LA CRITIQUE BD – Sept ans après la première enquête de l’inspectrice Tabares et de son adjoint Sotillo, l’Espagnol Miguelanxo Prado revient avec une enquête abrupte sur fond de pédocriminalité. Glaçant.
Octobre 2016, en Espagne. La jeune Irina, 15 ans, a tout pour elle, la beauté, la réussite scolaire, les amis. Pourtant la jeune fille semble tourmentée. Quand quelques mois plus tard, ses parents la retrouvent morte dans son lit, la thèse du suicide ne fait pas l’ombre d’un doute, pour les autorités. Mais l’inspectrice Tabares et son adjoint Sotillo ne l’entendent pas de cette oreille et parviennent à maintenir l’enquête ouverte pendant quelques jours avant son classement sans suite. Le temps pour le tandem de mettre la main sur la tablette de la victime qui révèle des photos d’elle dénudée et une relation avec un photographe professionnel spécialiste des clichés érotiques. Une découverte marquant le début d’une enquête glaçante où l’ignominie règne en maître.

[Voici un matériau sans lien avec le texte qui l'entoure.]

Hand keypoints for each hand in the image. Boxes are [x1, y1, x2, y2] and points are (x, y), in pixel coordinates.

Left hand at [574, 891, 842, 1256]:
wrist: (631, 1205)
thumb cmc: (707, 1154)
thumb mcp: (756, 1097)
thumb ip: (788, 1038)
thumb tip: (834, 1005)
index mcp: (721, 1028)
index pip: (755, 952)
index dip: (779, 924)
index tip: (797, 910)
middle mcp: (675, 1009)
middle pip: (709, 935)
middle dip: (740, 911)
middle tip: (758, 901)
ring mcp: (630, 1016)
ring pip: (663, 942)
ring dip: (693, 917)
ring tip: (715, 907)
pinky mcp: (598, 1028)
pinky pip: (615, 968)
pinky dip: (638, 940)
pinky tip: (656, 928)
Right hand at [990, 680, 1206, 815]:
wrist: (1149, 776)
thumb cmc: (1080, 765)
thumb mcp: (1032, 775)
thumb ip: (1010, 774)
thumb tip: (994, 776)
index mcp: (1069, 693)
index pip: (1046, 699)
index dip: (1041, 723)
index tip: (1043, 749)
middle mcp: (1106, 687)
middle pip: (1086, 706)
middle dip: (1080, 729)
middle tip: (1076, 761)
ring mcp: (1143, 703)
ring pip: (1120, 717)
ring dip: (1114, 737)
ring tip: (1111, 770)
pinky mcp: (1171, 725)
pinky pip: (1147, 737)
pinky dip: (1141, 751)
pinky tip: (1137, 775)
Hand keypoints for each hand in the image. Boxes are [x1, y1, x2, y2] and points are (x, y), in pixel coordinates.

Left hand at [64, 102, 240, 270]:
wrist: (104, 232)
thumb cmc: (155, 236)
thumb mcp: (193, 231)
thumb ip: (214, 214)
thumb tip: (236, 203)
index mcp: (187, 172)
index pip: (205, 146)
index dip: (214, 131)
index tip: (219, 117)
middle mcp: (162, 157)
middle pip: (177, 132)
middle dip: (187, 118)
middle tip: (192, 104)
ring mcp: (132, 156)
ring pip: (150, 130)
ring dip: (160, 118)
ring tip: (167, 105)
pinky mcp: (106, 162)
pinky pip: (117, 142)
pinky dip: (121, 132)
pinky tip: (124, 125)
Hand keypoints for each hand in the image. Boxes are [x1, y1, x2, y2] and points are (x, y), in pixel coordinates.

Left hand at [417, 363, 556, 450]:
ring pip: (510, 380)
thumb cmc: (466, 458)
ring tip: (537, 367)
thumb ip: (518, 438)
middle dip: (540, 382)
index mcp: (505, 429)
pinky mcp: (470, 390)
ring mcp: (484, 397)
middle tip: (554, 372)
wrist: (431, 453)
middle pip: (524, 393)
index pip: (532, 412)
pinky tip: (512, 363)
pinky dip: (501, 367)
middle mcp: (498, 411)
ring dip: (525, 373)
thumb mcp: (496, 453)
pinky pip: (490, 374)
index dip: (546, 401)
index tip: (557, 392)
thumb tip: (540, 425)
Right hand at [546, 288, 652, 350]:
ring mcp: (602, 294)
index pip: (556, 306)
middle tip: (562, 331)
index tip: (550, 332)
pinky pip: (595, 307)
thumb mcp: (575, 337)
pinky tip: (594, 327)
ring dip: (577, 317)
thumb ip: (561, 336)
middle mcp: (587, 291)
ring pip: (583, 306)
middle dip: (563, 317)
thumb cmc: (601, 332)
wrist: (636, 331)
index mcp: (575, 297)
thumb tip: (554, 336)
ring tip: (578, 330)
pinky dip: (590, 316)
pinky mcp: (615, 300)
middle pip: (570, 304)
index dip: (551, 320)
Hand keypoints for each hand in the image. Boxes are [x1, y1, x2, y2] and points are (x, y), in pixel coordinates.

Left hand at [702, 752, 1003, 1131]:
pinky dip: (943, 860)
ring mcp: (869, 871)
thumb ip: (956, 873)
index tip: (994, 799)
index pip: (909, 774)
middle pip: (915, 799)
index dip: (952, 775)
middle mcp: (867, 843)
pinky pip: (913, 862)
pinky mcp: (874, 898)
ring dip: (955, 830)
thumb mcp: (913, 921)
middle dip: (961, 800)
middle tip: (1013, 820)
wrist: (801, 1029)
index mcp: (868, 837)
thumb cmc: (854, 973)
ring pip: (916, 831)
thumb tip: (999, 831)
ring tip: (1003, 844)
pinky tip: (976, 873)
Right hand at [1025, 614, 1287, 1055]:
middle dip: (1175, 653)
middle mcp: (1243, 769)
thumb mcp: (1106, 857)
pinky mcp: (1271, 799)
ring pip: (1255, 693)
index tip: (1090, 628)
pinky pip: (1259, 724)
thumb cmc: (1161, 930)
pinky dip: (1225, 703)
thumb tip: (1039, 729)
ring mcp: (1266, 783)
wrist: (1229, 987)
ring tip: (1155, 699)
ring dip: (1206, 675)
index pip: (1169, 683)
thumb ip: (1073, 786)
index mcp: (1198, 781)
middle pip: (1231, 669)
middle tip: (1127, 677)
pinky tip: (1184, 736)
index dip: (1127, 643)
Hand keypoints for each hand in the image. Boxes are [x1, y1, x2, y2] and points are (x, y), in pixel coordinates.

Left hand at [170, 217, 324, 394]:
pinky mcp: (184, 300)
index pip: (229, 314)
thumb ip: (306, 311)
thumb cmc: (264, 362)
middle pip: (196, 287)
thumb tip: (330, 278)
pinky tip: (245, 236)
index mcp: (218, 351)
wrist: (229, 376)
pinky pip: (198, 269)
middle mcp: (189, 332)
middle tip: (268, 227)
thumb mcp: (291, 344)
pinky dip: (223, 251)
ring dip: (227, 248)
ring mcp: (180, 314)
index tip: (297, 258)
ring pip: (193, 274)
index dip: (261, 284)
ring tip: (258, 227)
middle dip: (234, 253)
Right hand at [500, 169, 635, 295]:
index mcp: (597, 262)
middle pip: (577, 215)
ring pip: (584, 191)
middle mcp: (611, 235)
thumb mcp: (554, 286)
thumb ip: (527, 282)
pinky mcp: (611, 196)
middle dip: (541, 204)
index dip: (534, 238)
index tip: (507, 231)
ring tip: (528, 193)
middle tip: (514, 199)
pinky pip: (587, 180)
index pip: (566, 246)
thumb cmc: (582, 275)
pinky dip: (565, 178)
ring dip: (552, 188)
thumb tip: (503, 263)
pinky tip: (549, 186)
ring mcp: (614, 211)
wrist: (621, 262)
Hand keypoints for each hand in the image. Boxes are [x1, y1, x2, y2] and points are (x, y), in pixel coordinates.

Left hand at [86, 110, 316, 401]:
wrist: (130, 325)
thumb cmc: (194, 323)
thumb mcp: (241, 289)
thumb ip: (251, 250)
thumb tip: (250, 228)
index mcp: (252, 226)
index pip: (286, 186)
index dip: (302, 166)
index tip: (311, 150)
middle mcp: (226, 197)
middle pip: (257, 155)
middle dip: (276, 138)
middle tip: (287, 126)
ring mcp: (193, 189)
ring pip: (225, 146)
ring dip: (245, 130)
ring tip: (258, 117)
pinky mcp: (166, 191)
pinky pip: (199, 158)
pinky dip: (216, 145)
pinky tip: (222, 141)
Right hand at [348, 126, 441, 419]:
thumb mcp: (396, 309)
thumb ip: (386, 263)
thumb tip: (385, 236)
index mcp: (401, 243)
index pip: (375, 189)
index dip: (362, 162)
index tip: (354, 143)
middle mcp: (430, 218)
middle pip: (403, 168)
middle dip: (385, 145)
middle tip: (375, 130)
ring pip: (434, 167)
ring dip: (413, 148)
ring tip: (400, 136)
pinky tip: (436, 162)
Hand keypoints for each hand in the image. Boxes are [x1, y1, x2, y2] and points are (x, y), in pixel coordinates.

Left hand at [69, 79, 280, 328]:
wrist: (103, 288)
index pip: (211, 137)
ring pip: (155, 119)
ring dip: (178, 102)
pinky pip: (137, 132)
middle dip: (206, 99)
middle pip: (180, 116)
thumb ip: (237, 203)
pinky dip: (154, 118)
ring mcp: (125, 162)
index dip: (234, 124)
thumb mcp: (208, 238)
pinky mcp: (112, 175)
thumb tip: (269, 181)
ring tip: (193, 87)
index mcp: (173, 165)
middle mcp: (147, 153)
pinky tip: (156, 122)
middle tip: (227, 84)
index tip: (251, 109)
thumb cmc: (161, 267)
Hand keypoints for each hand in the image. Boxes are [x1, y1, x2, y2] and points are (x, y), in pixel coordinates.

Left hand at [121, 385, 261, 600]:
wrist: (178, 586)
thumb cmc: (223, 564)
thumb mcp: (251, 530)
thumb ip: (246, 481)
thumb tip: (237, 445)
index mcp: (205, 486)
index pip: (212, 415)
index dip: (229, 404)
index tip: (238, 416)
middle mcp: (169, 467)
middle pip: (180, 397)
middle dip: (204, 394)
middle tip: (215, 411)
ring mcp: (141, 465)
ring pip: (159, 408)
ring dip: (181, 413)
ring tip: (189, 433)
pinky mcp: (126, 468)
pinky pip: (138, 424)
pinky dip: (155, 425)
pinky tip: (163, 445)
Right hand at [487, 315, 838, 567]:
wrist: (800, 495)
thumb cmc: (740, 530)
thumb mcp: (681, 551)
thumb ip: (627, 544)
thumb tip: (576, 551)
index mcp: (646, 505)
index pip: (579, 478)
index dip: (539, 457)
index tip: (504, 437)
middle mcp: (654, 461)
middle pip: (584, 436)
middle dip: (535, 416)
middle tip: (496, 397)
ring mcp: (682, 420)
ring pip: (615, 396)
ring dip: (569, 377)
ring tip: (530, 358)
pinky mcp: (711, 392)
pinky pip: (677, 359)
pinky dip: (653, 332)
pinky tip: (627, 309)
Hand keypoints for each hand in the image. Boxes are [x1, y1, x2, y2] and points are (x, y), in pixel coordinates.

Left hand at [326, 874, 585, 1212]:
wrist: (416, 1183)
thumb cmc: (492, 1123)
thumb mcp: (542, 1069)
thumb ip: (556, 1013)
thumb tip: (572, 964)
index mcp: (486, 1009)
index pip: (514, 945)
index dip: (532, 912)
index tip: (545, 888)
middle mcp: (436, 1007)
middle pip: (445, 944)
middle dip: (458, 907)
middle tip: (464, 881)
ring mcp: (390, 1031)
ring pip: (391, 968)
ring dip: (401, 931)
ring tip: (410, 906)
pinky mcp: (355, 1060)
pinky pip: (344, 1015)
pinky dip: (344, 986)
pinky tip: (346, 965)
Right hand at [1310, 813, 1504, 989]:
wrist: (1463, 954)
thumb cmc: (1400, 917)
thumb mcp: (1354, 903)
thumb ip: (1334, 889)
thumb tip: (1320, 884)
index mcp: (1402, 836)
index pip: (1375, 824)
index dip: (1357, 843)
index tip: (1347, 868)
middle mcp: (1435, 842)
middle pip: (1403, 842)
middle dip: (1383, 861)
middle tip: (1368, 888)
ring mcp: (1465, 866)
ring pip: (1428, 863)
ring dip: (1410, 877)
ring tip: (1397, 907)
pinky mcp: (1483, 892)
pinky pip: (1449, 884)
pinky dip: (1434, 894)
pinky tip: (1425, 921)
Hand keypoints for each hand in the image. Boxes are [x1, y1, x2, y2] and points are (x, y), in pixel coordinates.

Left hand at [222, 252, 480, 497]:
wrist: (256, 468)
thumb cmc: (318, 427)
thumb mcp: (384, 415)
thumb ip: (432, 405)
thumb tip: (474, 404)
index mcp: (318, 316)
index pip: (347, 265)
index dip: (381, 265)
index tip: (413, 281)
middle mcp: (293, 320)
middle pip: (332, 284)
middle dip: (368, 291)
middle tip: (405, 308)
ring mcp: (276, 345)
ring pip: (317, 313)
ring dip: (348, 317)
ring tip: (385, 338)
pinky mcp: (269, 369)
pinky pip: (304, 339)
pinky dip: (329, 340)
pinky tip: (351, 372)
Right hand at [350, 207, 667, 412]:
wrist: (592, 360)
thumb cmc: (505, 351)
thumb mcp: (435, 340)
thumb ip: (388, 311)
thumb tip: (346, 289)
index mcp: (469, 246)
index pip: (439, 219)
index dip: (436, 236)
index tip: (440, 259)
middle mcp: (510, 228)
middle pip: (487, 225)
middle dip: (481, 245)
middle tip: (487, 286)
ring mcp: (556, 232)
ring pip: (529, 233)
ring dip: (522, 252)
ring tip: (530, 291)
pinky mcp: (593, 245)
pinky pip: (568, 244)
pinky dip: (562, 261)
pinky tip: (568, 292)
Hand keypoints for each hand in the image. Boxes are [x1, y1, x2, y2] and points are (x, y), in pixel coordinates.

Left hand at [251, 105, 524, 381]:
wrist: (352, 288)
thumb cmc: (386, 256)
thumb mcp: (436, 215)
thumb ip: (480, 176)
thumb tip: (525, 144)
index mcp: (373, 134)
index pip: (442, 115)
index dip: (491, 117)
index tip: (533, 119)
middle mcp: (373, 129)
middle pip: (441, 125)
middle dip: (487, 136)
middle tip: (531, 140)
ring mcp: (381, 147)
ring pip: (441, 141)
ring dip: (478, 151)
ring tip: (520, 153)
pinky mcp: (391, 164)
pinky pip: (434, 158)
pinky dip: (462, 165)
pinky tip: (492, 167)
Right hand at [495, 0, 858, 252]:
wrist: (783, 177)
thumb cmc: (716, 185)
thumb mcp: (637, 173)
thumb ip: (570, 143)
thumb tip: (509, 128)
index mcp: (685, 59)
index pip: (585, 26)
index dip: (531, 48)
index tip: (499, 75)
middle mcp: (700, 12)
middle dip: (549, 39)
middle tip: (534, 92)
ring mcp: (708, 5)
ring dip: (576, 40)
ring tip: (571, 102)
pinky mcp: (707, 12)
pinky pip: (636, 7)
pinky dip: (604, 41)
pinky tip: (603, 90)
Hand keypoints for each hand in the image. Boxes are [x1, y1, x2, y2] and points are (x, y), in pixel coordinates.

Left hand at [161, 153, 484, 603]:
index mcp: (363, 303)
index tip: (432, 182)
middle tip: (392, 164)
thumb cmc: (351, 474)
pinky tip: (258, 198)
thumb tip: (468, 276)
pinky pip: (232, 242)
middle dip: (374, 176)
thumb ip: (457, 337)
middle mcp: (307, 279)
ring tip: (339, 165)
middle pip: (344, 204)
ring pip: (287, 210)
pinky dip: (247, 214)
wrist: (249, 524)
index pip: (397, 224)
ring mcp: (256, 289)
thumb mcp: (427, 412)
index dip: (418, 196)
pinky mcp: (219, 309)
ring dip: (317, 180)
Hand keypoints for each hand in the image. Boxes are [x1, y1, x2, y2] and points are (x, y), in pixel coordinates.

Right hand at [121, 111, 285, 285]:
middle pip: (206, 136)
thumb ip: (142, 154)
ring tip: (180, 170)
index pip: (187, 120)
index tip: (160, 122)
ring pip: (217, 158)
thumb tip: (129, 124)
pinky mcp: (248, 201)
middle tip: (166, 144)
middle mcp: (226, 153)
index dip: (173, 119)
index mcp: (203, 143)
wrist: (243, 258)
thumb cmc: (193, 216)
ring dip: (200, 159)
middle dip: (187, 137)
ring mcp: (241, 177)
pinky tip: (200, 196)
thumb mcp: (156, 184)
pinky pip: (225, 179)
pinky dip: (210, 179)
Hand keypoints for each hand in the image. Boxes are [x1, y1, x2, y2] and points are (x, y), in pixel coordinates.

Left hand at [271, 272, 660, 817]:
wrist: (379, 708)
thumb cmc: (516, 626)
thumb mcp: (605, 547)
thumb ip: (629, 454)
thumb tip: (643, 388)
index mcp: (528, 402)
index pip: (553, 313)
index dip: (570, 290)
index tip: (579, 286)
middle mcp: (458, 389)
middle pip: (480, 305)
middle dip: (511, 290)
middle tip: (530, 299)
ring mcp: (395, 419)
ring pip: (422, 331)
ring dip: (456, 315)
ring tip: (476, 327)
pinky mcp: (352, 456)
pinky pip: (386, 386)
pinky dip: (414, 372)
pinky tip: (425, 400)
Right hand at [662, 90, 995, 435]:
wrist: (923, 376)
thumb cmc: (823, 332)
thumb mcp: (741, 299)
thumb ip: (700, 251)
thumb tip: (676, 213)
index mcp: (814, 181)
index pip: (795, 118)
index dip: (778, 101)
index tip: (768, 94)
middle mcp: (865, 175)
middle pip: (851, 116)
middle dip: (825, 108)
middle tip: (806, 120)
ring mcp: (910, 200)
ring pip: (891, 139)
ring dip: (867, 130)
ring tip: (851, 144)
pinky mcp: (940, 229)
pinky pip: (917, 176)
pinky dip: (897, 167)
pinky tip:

Miguelanxo Prado nous avait enchantés avec la fantaisie et l’onirisme d’Ardalen , ou le thriller empreint de mythologie ancestrale Le Triskel volé . Avec sa série de polars indépendants Proies faciles, sur fond de critique sociale, l’Espagnol plonge le lecteur dans les sombres profondeurs de l’âme humaine. Miguelanxo Prado nous tient en haleine tout en distillant les travers de notre société.
Dans une première enquête, parue en 2017, il évoquait les malversations du monde bancaire terrassant les petites gens. Dans ce deuxième volet, il va un cran plus loin dans ce que l’appât du gain peut engendrer d’actes ignobles. Avec Vautours, les deux inspecteurs naviguent avec un sens aigu de la justice dans les eaux troubles de la pédocriminalité.
Méticuleux et opiniâtres, ils fouillent là où on ne les attend pas, n’hésitant pas à franchir les obstacles de la hiérarchie, pour emmener le lecteur dans une enquête aux nombreux rebondissements. Leurs investigations révèlent comment les réseaux sociaux ou les psychotropes (utilisés pour abuser de futures victimes telle la scopolamine) sont détournés pour composer tout un arsenal au service des prédateurs.
Sans gâcher la fluidité du récit, l’auteur met en scène, avec brio, des retours dans le temps par lesquels le lecteur plonge dans les coulisses du crime. Il assiste à son élaboration, aux scrupules vite envolés de ceux qui le commettent, à la solitude d’Irina et son emprisonnement dans l’enfer du vice. Miguelanxo Prado n’épargne aucun détail pour illustrer la cupidité et le machiavélisme.
L’auteur offre cependant quelques pages de respiration en étoffant la relation amicale qui lie les deux inspecteurs. Quand ils s’autorisent une promenade en mer, des discussions plus légères ou un passage dans un planétarium, le lecteur reprend aussi son souffle dans cette course contre le crime, relayée et appuyée par un trait virtuose. Charbonneux et expressif, il révèle avec maestria l’abjection dans toute sa splendeur.
Proies faciles, tome 2, Vautours, Miguelanxo Prado, Rue de sèvres, 80 pages, 20 euros.